視界を覆う肩の線に気がついた時に、首に暖かい息を感じた。
「しゅーこさんは、女の匂いがする」
首にそのまま唇が触れる。
背筋に沿って何かが駆け抜けた。
逸らすように顔を傾けると、ぐい、と肩が引き寄せられる。
「自分でもわからないんだ。
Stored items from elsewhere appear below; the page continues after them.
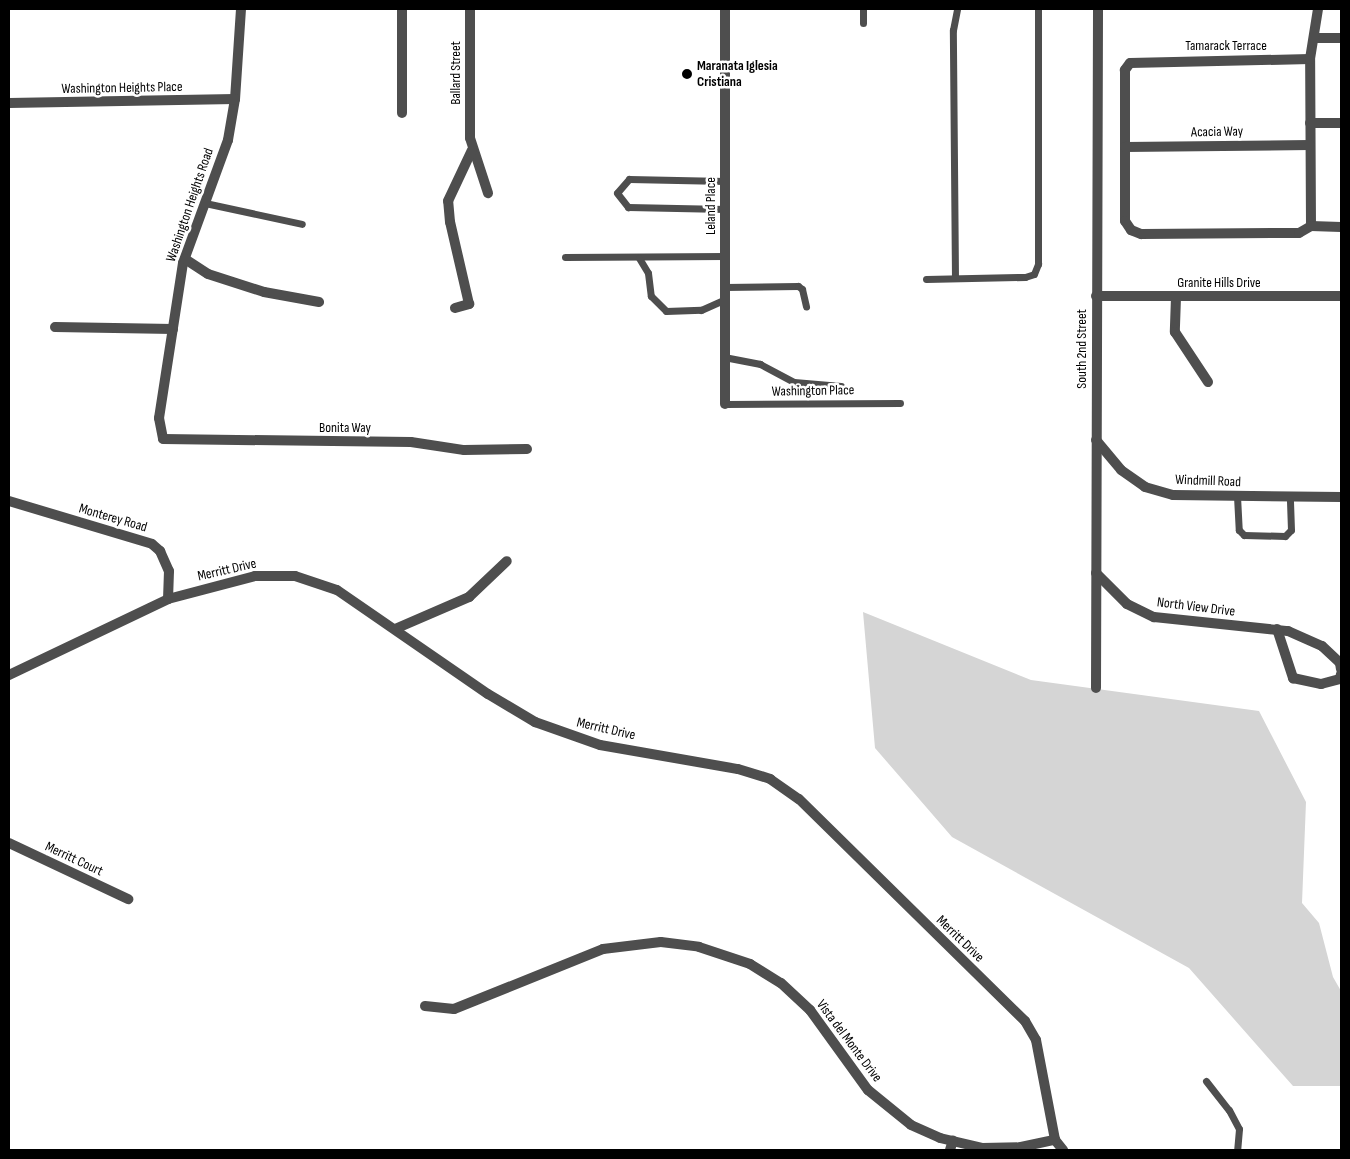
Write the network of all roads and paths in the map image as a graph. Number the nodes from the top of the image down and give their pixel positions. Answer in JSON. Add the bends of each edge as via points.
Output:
{"nodes":[{"id":1,"x":241,"y":9,"type":"edge"},
{"id":2,"x":402,"y":9,"type":"edge"},
{"id":3,"x":470,"y":9,"type":"edge"},
{"id":4,"x":724,"y":9,"type":"edge"},
{"id":5,"x":863,"y":9,"type":"edge"},
{"id":6,"x":957,"y":9,"type":"edge"},
{"id":7,"x":1038,"y":9,"type":"edge"},
{"id":8,"x":1098,"y":9,"type":"edge"},
{"id":9,"x":1318,"y":9,"type":"edge"},
{"id":10,"x":863,"y":23,"type":"dead end"},
{"id":11,"x":1314,"y":38,"type":"junction"},
{"id":12,"x":1341,"y":38,"type":"edge"},
{"id":13,"x":1310,"y":59,"type":"junction"},
{"id":14,"x":235,"y":99,"type":"junction"},
{"id":15,"x":9,"y":103,"type":"edge"},
{"id":16,"x":402,"y":113,"type":"dead end"},
{"id":17,"x":1310,"y":123,"type":"junction"},
{"id":18,"x":1341,"y":123,"type":"edge"},
{"id":19,"x":1310,"y":145,"type":"junction"},
{"id":20,"x":1124,"y":147,"type":"junction"},
{"id":21,"x":472,"y":150,"type":"junction"},
{"id":22,"x":725,"y":181,"type":"junction"},
{"id":23,"x":488,"y":193,"type":"dead end"},
{"id":24,"x":205,"y":203,"type":"junction"},
{"id":25,"x":725,"y":209,"type":"junction"},
{"id":26,"x":302,"y":224,"type":"dead end"},
{"id":27,"x":1312,"y":226,"type":"junction"},
{"id":28,"x":1341,"y":227,"type":"edge"},
{"id":29,"x":725,"y":256,"type":"junction"},
{"id":30,"x":565,"y":257,"type":"dead end"},
{"id":31,"x":639,"y":258,"type":"junction"},
{"id":32,"x":185,"y":259,"type":"junction"},
{"id":33,"x":955,"y":278,"type":"junction"},
{"id":34,"x":926,"y":279,"type":"dead end"},
{"id":35,"x":725,"y":287,"type":"junction"},
{"id":36,"x":1096,"y":296,"type":"junction"},
{"id":37,"x":1341,"y":296,"type":"edge"},
{"id":38,"x":1176,"y":297,"type":"junction"},
{"id":39,"x":726,"y":299,"type":"junction"},
{"id":40,"x":319,"y":302,"type":"dead end"},
{"id":41,"x":806,"y":306,"type":"dead end"},
{"id":42,"x":455,"y":308,"type":"dead end"},
{"id":43,"x":55,"y":327,"type":"dead end"},
{"id":44,"x":173,"y":330,"type":"junction"},
{"id":45,"x":724,"y":357,"type":"junction"},
{"id":46,"x":1208,"y":382,"type":"dead end"},
{"id":47,"x":841,"y":386,"type":"dead end"},
{"id":48,"x":900,"y":403,"type":"dead end"},
{"id":49,"x":725,"y":404,"type":"joint"},
{"id":50,"x":163,"y":439,"type":"joint"},
{"id":51,"x":1096,"y":439,"type":"junction"},
{"id":52,"x":527,"y":449,"type":"dead end"},
{"id":53,"x":1237,"y":496,"type":"junction"},
{"id":54,"x":1290,"y":496,"type":"junction"},
{"id":55,"x":1341,"y":497,"type":"edge"},
{"id":56,"x":9,"y":501,"type":"edge"},
{"id":57,"x":508,"y":561,"type":"dead end"},
{"id":58,"x":1096,"y":573,"type":"junction"},
{"id":59,"x":168,"y":599,"type":"junction"},
{"id":60,"x":395,"y":629,"type":"junction"},
{"id":61,"x":1277,"y":629,"type":"junction"},
{"id":62,"x":1341,"y":669,"type":"edge"},
{"id":63,"x":1341,"y":674,"type":"edge"},
{"id":64,"x":9,"y":675,"type":"edge"},
{"id":65,"x":1096,"y":688,"type":"dead end"},
{"id":66,"x":9,"y":843,"type":"edge"},
{"id":67,"x":128,"y":899,"type":"dead end"},
{"id":68,"x":425,"y":1006,"type":"dead end"},
{"id":69,"x":1206,"y":1081,"type":"dead end"},
{"id":70,"x":953,"y":1140,"type":"junction"},
{"id":71,"x":1055,"y":1140,"type":"junction"},
{"id":72,"x":950,"y":1150,"type":"edge"},
{"id":73,"x":1062,"y":1150,"type":"edge"},
{"id":74,"x":1237,"y":1150,"type":"edge"}],
"edges":[{"from":1,"to":14,"type":"street","name":"Washington Heights Road"},
{"from":2,"to":16,"type":"street"},
{"from":3,"to":21,"type":"street","name":"Ballard Street"},
{"from":4,"to":22,"type":"street","name":"Leland Place"},
{"from":5,"to":10,"type":"lane"},
{"from":6,"to":33,"type":"lane","via":[[953,30]]},
{"from":7,"to":33,"type":"lane","via":[[1038,264],[1034,274],[1025,277]]},
{"from":8,"to":36,"type":"street","name":"South 2nd Street"},
{"from":9,"to":11,"type":"street"},
{"from":11,"to":12,"type":"street"},
{"from":11,"to":13,"type":"street"},
{"from":13,"to":17,"type":"street"},
{"from":13,"to":20,"type":"street","name":"Tamarack Terrace","via":[[1130,63],[1125,70]]},
{"from":14,"to":15,"type":"street","name":"Washington Heights Place"},
{"from":14,"to":24,"type":"street","name":"Washington Heights Road","via":[[228,140]]},
{"from":17,"to":18,"type":"street"},
{"from":17,"to":19,"type":"street"},
{"from":19,"to":20,"type":"street","name":"Acacia Way"},
{"from":19,"to":27,"type":"street"},
{"from":20,"to":27,"type":"street","via":[[1125,221],[1131,230],[1140,234],[1299,234]]},
{"from":21,"to":23,"type":"street","name":"Ballard Street","via":[[477,155]]},
{"from":21,"to":42,"type":"street","via":[[448,201],[469,304]]},
{"from":22,"to":25,"type":"street","name":"Leland Place"},
{"from":22,"to":25,"type":"lane","via":[[629,180],[617,193],[628,207]]},
{"from":24,"to":26,"type":"lane"},
{"from":24,"to":32,"type":"street","name":"Washington Heights Road"},
{"from":25,"to":29,"type":"street","name":"Leland Place"},
{"from":27,"to":28,"type":"street"},
{"from":29,"to":31,"type":"lane"},
{"from":29,"to":35,"type":"street","name":"Leland Place"},
{"from":30,"to":31,"type":"lane"},
{"from":31,"to":39,"type":"lane","via":[[648,273],[650,296],[666,311],[701,310]]},
{"from":32,"to":40,"type":"street","via":[[208,274],[255,289]]},
{"from":32,"to":44,"type":"street","name":"Washington Heights Road"},
{"from":33,"to":34,"type":"lane"},
{"from":35,"to":39,"type":"street","name":"Leland Place"},
{"from":35,"to":41,"type":"lane","via":[[798,286],[802,289]]},
{"from":36,"to":38,"type":"street","name":"Granite Hills Drive"},
{"from":36,"to":51,"type":"street","name":"South 2nd Street"},
{"from":37,"to":38,"type":"street","name":"Granite Hills Drive"},
{"from":38,"to":46,"type":"street","via":[[1175,332]]},
{"from":39,"to":45,"type":"street","name":"Leland Place"},
{"from":43,"to":44,"type":"street"},
{"from":44,"to":50,"type":"street","name":"Washington Heights Road","via":[[160,418]]},
{"from":45,"to":47,"type":"lane","via":[[760,364],[794,382]]},
{"from":45,"to":49,"type":"street","name":"Leland Place"},
{"from":48,"to":49,"type":"lane","name":"Washington Place"},
{"from":50,"to":52,"type":"street","name":"Bonita Way","via":[[411,442],[464,450]]},
{"from":51,"to":53,"type":"street","name":"Windmill Road","via":[[1121,470],[1146,486],[1173,495]]},
{"from":51,"to":58,"type":"street","name":"South 2nd Street"},
{"from":53,"to":54,"type":"street","name":"Windmill Road"},
{"from":53,"to":54,"type":"lane","via":[[1239,530],[1244,535],[1285,536],[1291,530]]},
{"from":54,"to":55,"type":"street","name":"Windmill Road"},
{"from":56,"to":59,"type":"street","name":"Monterey Road","via":[[152,544],[160,551],[169,570]]},
{"from":57,"to":60,"type":"street","via":[[469,597]]},
{"from":58,"to":61,"type":"street","name":"North View Drive","via":[[1127,604],[1154,617]]},
{"from":58,"to":65,"type":"street","name":"South 2nd Street"},
{"from":59,"to":60,"type":"street","name":"Merritt Drive","via":[[255,576],[295,576],[337,590]]},
{"from":59,"to":64,"type":"street","name":"Merritt Drive"},
{"from":60,"to":71,"type":"street","name":"Merritt Drive","via":[[488,694],[557,731],[600,745],[749,771],[790,791],[1024,1021],[1036,1040]]},
{"from":61,"to":62,"type":"street","name":"North View Drive","via":[[1299,634],[1322,646],[1340,663]]},
{"from":61,"to":63,"type":"street","via":[[1293,678],[1321,684],[1340,679]]},
{"from":66,"to":67,"type":"street","name":"Merritt Court"},
{"from":68,"to":70,"type":"street","name":"Vista del Monte Drive","via":[[454,1009],[622,945],[660,942],[716,951],[762,969],[781,983],[810,1010],[868,1090],[887,1109],[925,1132]]},
{"from":69,"to":74,"type":"lane","via":[[1229,1110],[1239,1129]]},
{"from":70,"to":71,"type":"street","name":"Vista del Monte Drive","via":[[982,1148],[1021,1147]]},
{"from":70,"to":72,"type":"street"},
{"from":71,"to":73,"type":"street","name":"Merritt Drive"}]}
しゅーこさんがいると思うだけで、ここに来たくなる」
手に籠められた力は強引なのに、言葉の響きは哀願だ。
こうなることは知っていて、扉を開けた。
はぐらかすフリをして、自分の意思ではないのだと誰に証明するつもりで?
涼太の舌が口の中を隈なく動きまわる。
ゆっくりとラグの上に横たえられた身体を、服越しに確認されて目を閉じる。
部屋の灯りがついたままだということに気がつく。
シャツの裾から入った手が木綿のインナーを押し上げた時、私の口から出た言葉は「暗くして」というものだ。
これは、了解の言葉に他ならない。
立ち上がって灯りのスイッチを切る涼太の姿が見えないように、両手で目を覆った。
足音が戻り、手が引き剥がされてもう一度、私の唇を割って舌が侵入してくる。
その間に指はシャツの中を動き回り、探していたものを見つけ出す。
びくん、と背が浮く。
勢い付いた手がシャツを押し上げ、涼太の頭が胸に沈んだ。
溜めていた息が漏れる。
自分の指が涼太のシャツを通した背骨を数え始める。
「しゅーこさん」
涼太の声が耳元で掠れる。
性急に動く涼太の背にまわした手の先に、力が入る。
「しゅーこさん」
短い呻き声をあげて、覆いかぶさった涼太の体重を受け止めた。
細い腰、しなやかな筋肉のついた腕。
涼太の髪の中に手を差し込みながら、ふとカーテンに目を留めた。
カーテンを開けたあちら側に、夜の庭がある。
太り始めた月に枝がかかっているだろう。
「しゅーこさんの手は、あったかくならないんだね」
涼太が私の指を、手に握りこみながら言う。
厚手のラグの上で重なり合ったまま、涼太は一言「ごめん」と言った。
どういう意味の謝罪なのかは、知らない。
求めたのが涼太であっても、了承したのは私だ。
服を着終えてグズグズしている涼太の背を、押し出すように勝手口の扉を開けた。
どろり。
中から流れ出してくる感触に顔を顰める。
湯船に湯を張りながら、服を脱ぐ。
何か重大なことをしでかしてしまったような、それでいて当たり前のことをしたかのような
背反した感情が自分をまた混乱させる。
涼太はもう、無邪気な顔で庭に入ってくることはないだろう。
スポンジにたくさんの泡を立てて身体を洗い、湯船に膝を抱えて座った。
私はもう、通りすがりの人の顔で涼太に接することはできない。
年増が若い男を咥え込んで―――
自分の想像ほど、世間が悪意に満ちてはいないことは知っている。
夜の庭に立って見上げる月は、枝に邪魔されて輪郭が途中で遮られる。
今日は月の形を見ていない。
夜半の庭で、月よりもフェンスのあちら側のひょろりとした影を探しそうな自分が見える。
裸の膝に顔を埋めて、身体が暖まるのを待つ。
しゅーこさんの手は、あったかくならないんだね。
まるで虚無を抱いているようだ。
同じ言葉だろうか?
涼太もそう思ったろうか?
そもそも、私は涼太に何かの感情を抱いていただろうか。
連絡先を聞きたいと思ったことはない。
彼が他にどんな顔を持つのか、知りたいと思ったこともない。
夜に私の庭を訪れ、人懐こく私に話しかけてくるだけの若い男の子。
けれど扉を開けたのは、紛れもなく私だ。